After reviewing an opinion from the town’s attorney, Philip Saucier of Bernstein Shur, at the Monday, Sept. 25 Paris selectmen’s meeting, the board decided not to move forward with the petition submitted by Budget Committee member Richard Merz.
Selectboard Vice Chairman Chris Summers voted to host a town meeting on the matter, while Chairman Scott Buffington, Gary Vaughn, John Andrews and Rusty Brackett voted against.
Saucier noted if the petition is not placed on the ballot, it could be challenged by petitioners, though there was no indication Monday night that the selectboard’s decision would be challenged.
The petition – signed by 245 Paris residents – sought to restore the exact amount, $145,629, that was cut from the Fire Department’s budget at June annual town meeting. The motion was made by Budget Committee Chairman Rick Little and seconded by Buffington and intended to transition from a per diem back to an all volunteer model and reduce the fire chief’s salary to a $5,000 a year stipend, plus hourly wages. Selectmen and the Budget Committee recommended the department’s original $384,640 budget heading into town meeting.
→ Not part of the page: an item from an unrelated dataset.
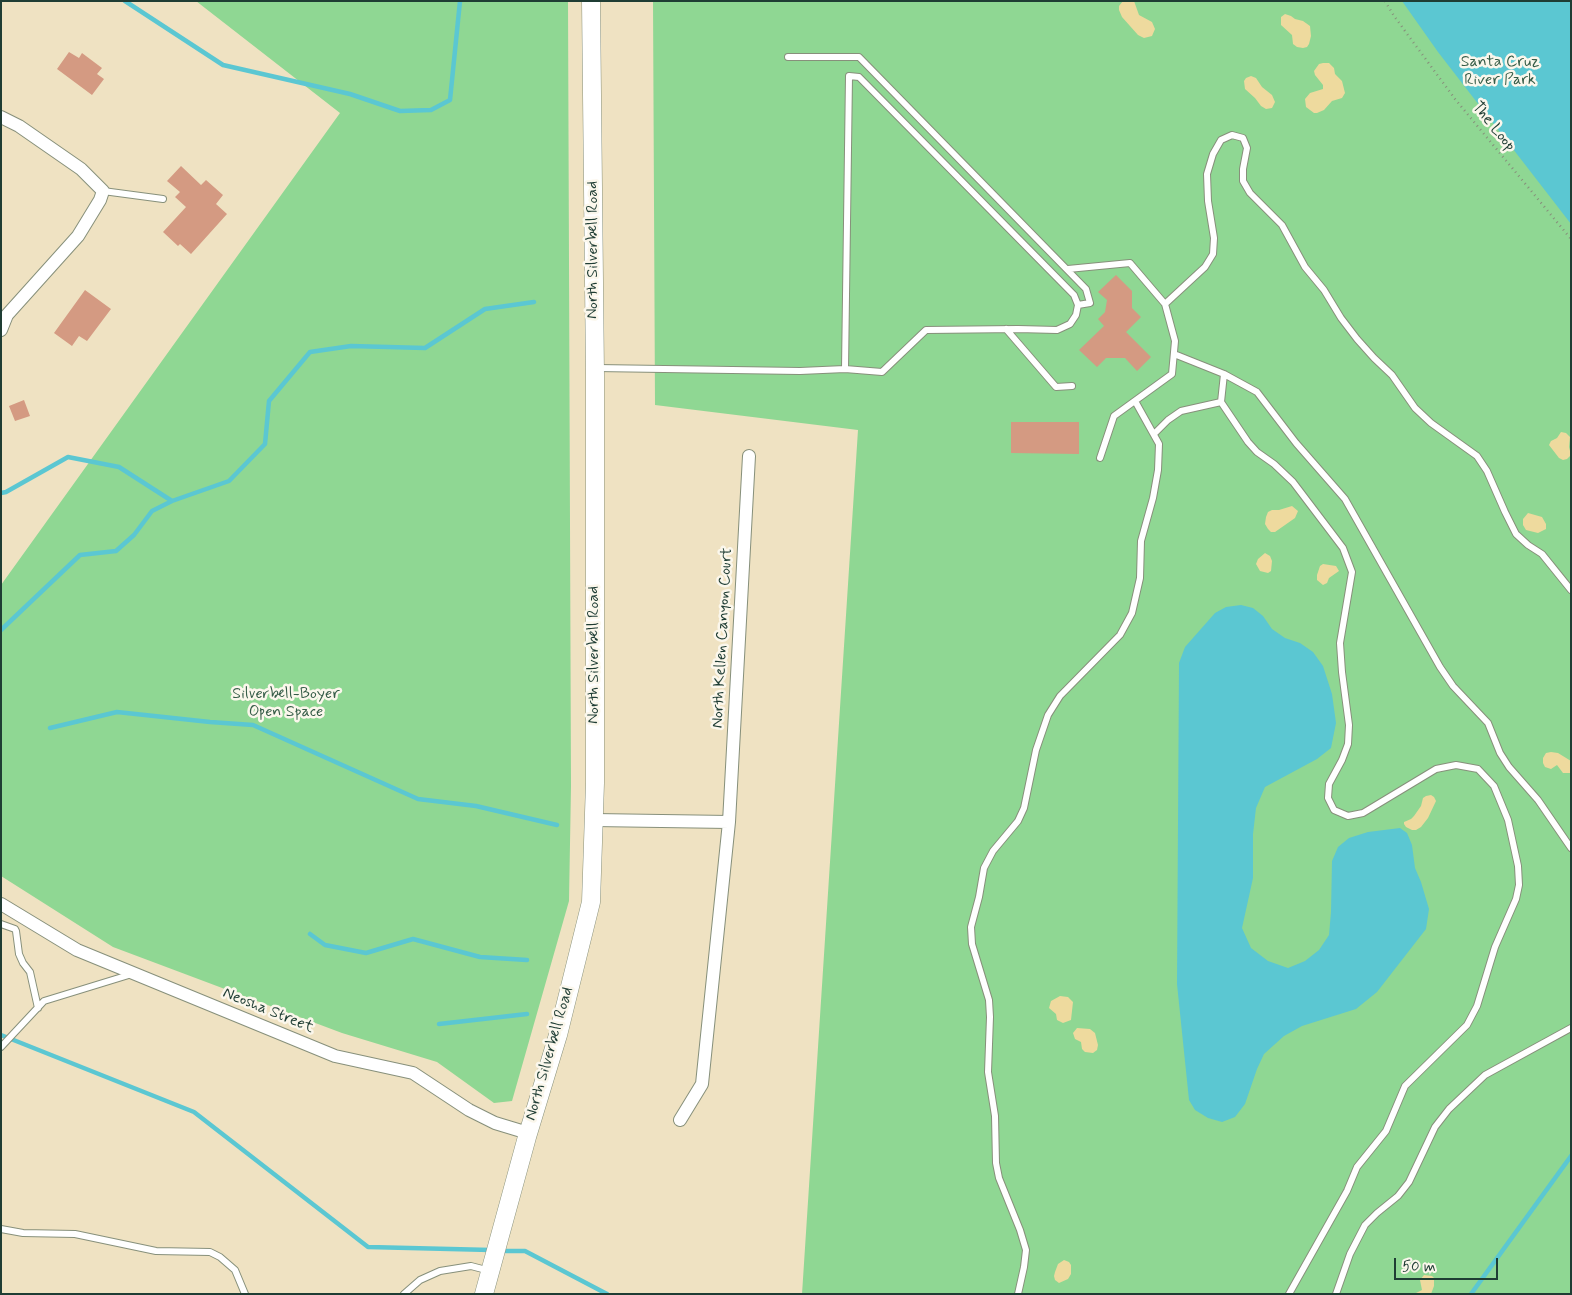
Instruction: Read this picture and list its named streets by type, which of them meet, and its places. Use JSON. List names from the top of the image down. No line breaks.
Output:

Saucier wrote municipal officers have to place a valid petition article on a warrant under Maine law, unless they determine “it is reasonable to refuse to do so.” He referred to a 1990 case, Inhabitants of the Town of Vassalboro v. Frederick & Camille Denico.
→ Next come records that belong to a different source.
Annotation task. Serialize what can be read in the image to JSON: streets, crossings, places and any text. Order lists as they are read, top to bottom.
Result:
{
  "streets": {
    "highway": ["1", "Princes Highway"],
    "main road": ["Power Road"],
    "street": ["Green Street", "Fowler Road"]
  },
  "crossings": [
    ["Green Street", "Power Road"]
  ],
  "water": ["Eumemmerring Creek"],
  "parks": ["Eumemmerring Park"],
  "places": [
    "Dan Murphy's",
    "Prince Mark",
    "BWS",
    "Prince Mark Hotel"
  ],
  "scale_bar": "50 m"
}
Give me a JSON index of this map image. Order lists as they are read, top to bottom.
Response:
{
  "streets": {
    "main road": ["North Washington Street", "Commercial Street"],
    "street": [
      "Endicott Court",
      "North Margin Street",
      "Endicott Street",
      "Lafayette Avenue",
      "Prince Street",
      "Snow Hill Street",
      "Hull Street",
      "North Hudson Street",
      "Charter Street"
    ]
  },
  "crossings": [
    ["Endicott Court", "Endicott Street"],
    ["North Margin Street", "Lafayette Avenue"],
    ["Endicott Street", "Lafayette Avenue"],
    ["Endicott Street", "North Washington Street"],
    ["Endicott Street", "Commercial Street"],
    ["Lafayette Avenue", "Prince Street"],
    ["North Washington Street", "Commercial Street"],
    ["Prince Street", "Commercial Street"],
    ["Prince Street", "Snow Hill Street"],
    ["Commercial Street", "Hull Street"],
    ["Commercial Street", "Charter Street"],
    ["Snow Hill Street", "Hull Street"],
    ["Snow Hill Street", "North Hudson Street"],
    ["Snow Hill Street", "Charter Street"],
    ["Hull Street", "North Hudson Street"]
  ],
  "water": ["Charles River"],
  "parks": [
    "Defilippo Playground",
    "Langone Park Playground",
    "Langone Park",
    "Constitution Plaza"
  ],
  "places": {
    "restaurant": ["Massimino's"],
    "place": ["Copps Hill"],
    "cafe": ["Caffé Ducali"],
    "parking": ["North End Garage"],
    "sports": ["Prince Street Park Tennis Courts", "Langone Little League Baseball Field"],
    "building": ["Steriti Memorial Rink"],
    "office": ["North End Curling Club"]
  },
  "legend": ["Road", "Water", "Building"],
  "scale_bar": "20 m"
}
“The Maine Superior Court has held that was reasonable and within the Board of Selectmen’s discretion when the Board in Vassalboro refused to send a citizen petition article to town meeting where there was no irregularities associated with the original vote and where it would essentially serve as a revote on a recently approved referendum,” Saucier wrote.
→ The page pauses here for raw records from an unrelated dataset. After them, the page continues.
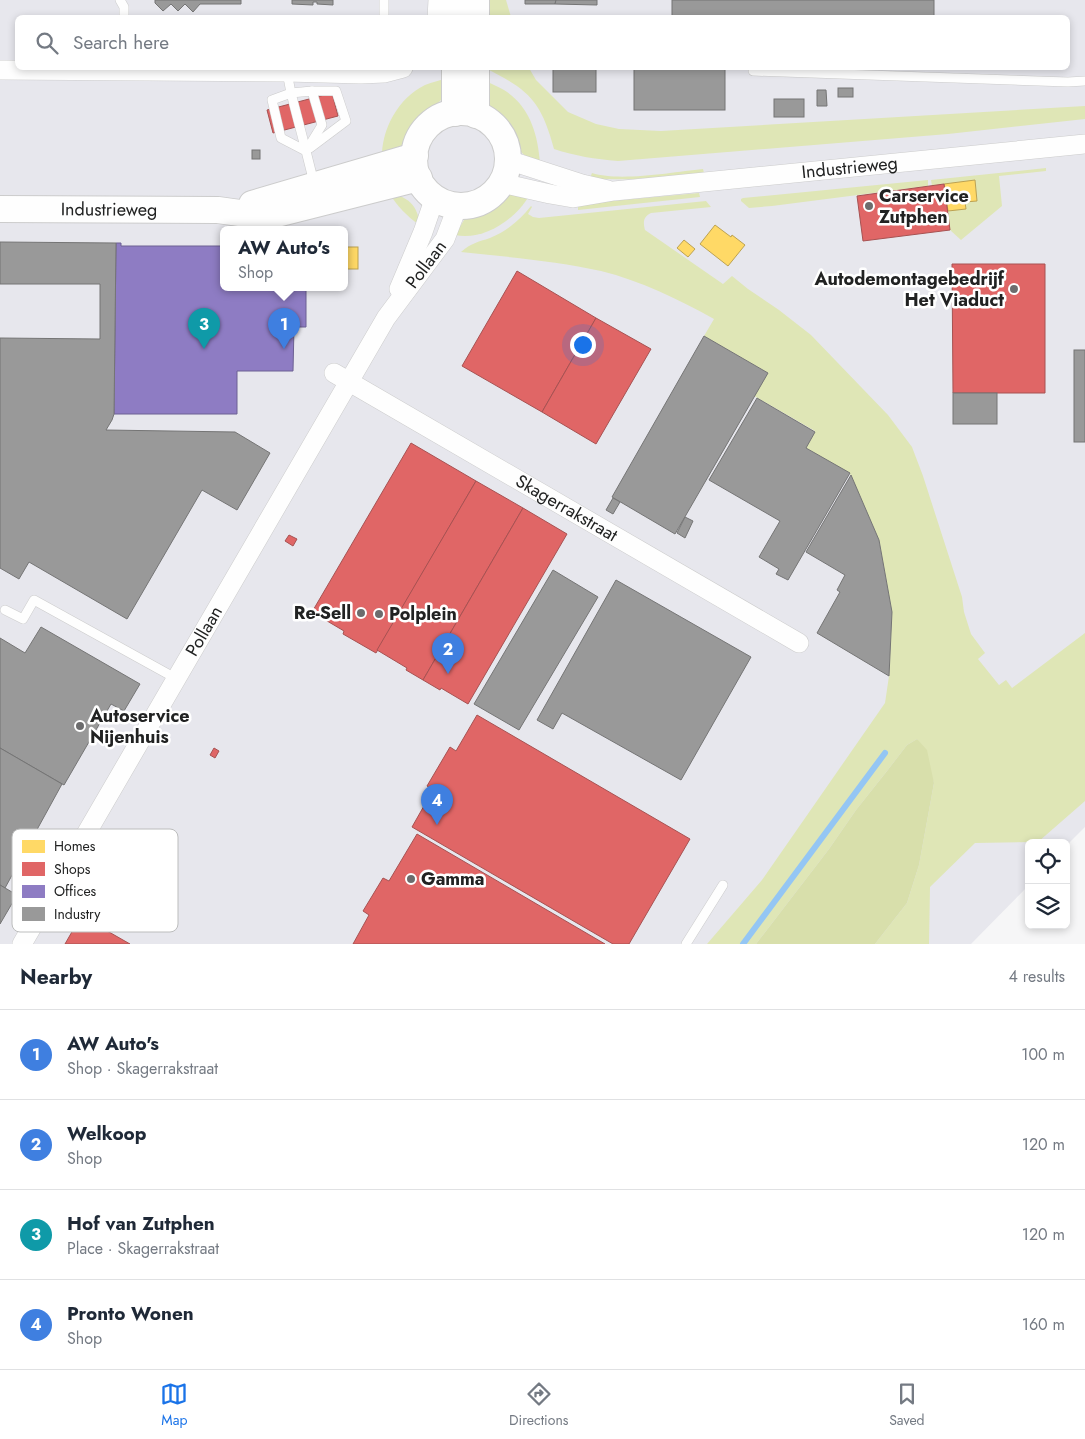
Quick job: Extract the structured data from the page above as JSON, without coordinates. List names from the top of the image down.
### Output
{
  "streets": {
    "street": ["Industrieweg", "Pollaan", "Skagerrakstraat"]
  },
  "crossings": [
    ["Industrieweg", "Pollaan"],
    ["Pollaan", "Skagerrakstraat"]
  ],
  "places": [
    "Carservice Zutphen",
    "Autodemontagebedrijf Het Viaduct",
    "Re-Sell",
    "Polplein",
    "Autoservice Nijenhuis",
    "Gamma"
  ],
  "legend": [
    "Homes",
    "Shops",
    "Offices",
    "Industry"
  ],
  "page": {
    "search": "Search here",
    "popup": ["AW Auto's", "Shop"],
    "pins": [
      "1",
      "3",
      "2",
      "4"
    ],
    "heading": ["Nearby", "4 results"],
    "list": [
      {
        "mark": "1",
        "name": "AW Auto's",
        "note": "Shop · Skagerrakstraat",
        "value": "100 m"
      },
      {
        "mark": "2",
        "name": "Welkoop",
        "note": "Shop",
        "value": "120 m"
      },
      {
        "mark": "3",
        "name": "Hof van Zutphen",
        "note": "Place · Skagerrakstraat",
        "value": "120 m"
      },
      {
        "mark": "4",
        "name": "Pronto Wonen",
        "note": "Shop",
        "value": "160 m"
      }
    ],
    "nav": ["Map", "Directions", "Saved"]
  }
}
Brackett said he didn’t see any irregularities regarding the original vote and thought the petition was a revote on the issue. Buffington and Andrews agreed with the latter.
“I think it is clearly a ping pong article. It seeks to undo what was done at town meeting in the exact amount,” Andrews said.
Saucier referenced a second court case, the 2014 Friends of Congress Square Park v. City of Portland, which overturned Portland’s decision not to place a citizens petition on the ballot.
“It is important to note, however, that the Law Court liberally construes grants of voter initiatives so as to ‘facilitate, rather than to handicap, the people’s exercise of their sovereign power to legislate.’”
Summers said he thought the motion to cut the Fire Department funding came as a surprise to voters.
“I think the petition needs to be recognized and due diligence [done in] allowing this to go ahead and take place,” Summers said.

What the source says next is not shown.